[SUPPLIED RECORDS]
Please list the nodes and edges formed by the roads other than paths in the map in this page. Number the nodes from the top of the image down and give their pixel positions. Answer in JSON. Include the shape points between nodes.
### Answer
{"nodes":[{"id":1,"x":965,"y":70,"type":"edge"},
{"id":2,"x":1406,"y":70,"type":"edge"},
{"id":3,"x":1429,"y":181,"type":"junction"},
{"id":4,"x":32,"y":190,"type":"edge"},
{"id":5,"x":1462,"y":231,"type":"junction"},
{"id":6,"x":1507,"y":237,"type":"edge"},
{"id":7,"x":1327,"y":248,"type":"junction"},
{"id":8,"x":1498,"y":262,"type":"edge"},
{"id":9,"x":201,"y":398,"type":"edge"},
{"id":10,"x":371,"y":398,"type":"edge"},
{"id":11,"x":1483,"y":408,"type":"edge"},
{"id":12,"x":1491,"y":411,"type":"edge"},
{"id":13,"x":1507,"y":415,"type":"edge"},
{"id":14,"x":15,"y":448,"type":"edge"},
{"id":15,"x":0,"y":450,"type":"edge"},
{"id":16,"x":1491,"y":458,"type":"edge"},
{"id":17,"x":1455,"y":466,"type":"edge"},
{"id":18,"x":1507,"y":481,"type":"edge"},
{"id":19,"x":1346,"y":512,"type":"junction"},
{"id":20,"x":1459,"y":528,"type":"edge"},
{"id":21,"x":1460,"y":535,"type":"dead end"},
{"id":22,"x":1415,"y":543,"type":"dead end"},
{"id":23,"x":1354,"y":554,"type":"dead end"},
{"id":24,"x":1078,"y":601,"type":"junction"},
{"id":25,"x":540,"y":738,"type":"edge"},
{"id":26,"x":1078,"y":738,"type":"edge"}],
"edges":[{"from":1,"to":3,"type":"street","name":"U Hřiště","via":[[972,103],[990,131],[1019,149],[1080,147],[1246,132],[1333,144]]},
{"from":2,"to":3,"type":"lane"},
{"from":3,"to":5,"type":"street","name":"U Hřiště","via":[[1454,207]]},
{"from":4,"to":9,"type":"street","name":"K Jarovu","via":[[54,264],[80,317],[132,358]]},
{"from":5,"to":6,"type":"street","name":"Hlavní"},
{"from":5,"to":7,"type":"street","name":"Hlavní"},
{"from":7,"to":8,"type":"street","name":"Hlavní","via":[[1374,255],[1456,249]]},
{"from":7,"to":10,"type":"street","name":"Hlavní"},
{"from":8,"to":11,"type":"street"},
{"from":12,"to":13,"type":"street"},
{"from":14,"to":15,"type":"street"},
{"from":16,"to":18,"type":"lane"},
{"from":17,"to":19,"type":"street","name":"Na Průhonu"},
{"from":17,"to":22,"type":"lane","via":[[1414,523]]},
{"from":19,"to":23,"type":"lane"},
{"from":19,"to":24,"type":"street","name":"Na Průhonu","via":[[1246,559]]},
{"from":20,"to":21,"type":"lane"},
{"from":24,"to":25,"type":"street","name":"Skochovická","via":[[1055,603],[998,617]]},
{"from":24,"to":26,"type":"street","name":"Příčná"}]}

[ACTIVITY] An exact written copy of every entry is the required answer.

[ANSWER FOR THIS EXERCISE]
Please list the nodes and edges formed by the roads other than paths in the map in this page. Number the nodes from the top of the image down and give their pixel positions. Answer in JSON. Include the shape points between nodes.
### Answer
{"nodes":[{"id":1,"x":965,"y":70,"type":"edge"},
{"id":2,"x":1406,"y":70,"type":"edge"},
{"id":3,"x":1429,"y":181,"type":"junction"},
{"id":4,"x":32,"y":190,"type":"edge"},
{"id":5,"x":1462,"y":231,"type":"junction"},
{"id":6,"x":1507,"y":237,"type":"edge"},
{"id":7,"x":1327,"y":248,"type":"junction"},
{"id":8,"x":1498,"y":262,"type":"edge"},
{"id":9,"x":201,"y":398,"type":"edge"},
{"id":10,"x":371,"y":398,"type":"edge"},
{"id":11,"x":1483,"y":408,"type":"edge"},
{"id":12,"x":1491,"y":411,"type":"edge"},
{"id":13,"x":1507,"y":415,"type":"edge"},
{"id":14,"x":15,"y":448,"type":"edge"},
{"id":15,"x":0,"y":450,"type":"edge"},
{"id":16,"x":1491,"y":458,"type":"edge"},
{"id":17,"x":1455,"y":466,"type":"edge"},
{"id":18,"x":1507,"y":481,"type":"edge"},
{"id":19,"x":1346,"y":512,"type":"junction"},
{"id":20,"x":1459,"y":528,"type":"edge"},
{"id":21,"x":1460,"y":535,"type":"dead end"},
{"id":22,"x":1415,"y":543,"type":"dead end"},
{"id":23,"x":1354,"y":554,"type":"dead end"},
{"id":24,"x":1078,"y":601,"type":"junction"},
{"id":25,"x":540,"y":738,"type":"edge"},
{"id":26,"x":1078,"y":738,"type":"edge"}],
"edges":[{"from":1,"to":3,"type":"street","name":"U Hřiště","via":[[972,103],[990,131],[1019,149],[1080,147],[1246,132],[1333,144]]},
{"from":2,"to":3,"type":"lane"},
{"from":3,"to":5,"type":"street","name":"U Hřiště","via":[[1454,207]]},
{"from":4,"to":9,"type":"street","name":"K Jarovu","via":[[54,264],[80,317],[132,358]]},
{"from":5,"to":6,"type":"street","name":"Hlavní"},
{"from":5,"to":7,"type":"street","name":"Hlavní"},
{"from":7,"to":8,"type":"street","name":"Hlavní","via":[[1374,255],[1456,249]]},
{"from":7,"to":10,"type":"street","name":"Hlavní"},
{"from":8,"to":11,"type":"street"},
{"from":12,"to":13,"type":"street"},
{"from":14,"to":15,"type":"street"},
{"from":16,"to":18,"type":"lane"},
{"from":17,"to":19,"type":"street","name":"Na Průhonu"},
{"from":17,"to":22,"type":"lane","via":[[1414,523]]},
{"from":19,"to":23,"type":"lane"},
{"from":19,"to":24,"type":"street","name":"Na Průhonu","via":[[1246,559]]},
{"from":20,"to":21,"type":"lane"},
{"from":24,"to":25,"type":"street","name":"Skochovická","via":[[1055,603],[998,617]]},
{"from":24,"to":26,"type":"street","name":"Příčná"}]}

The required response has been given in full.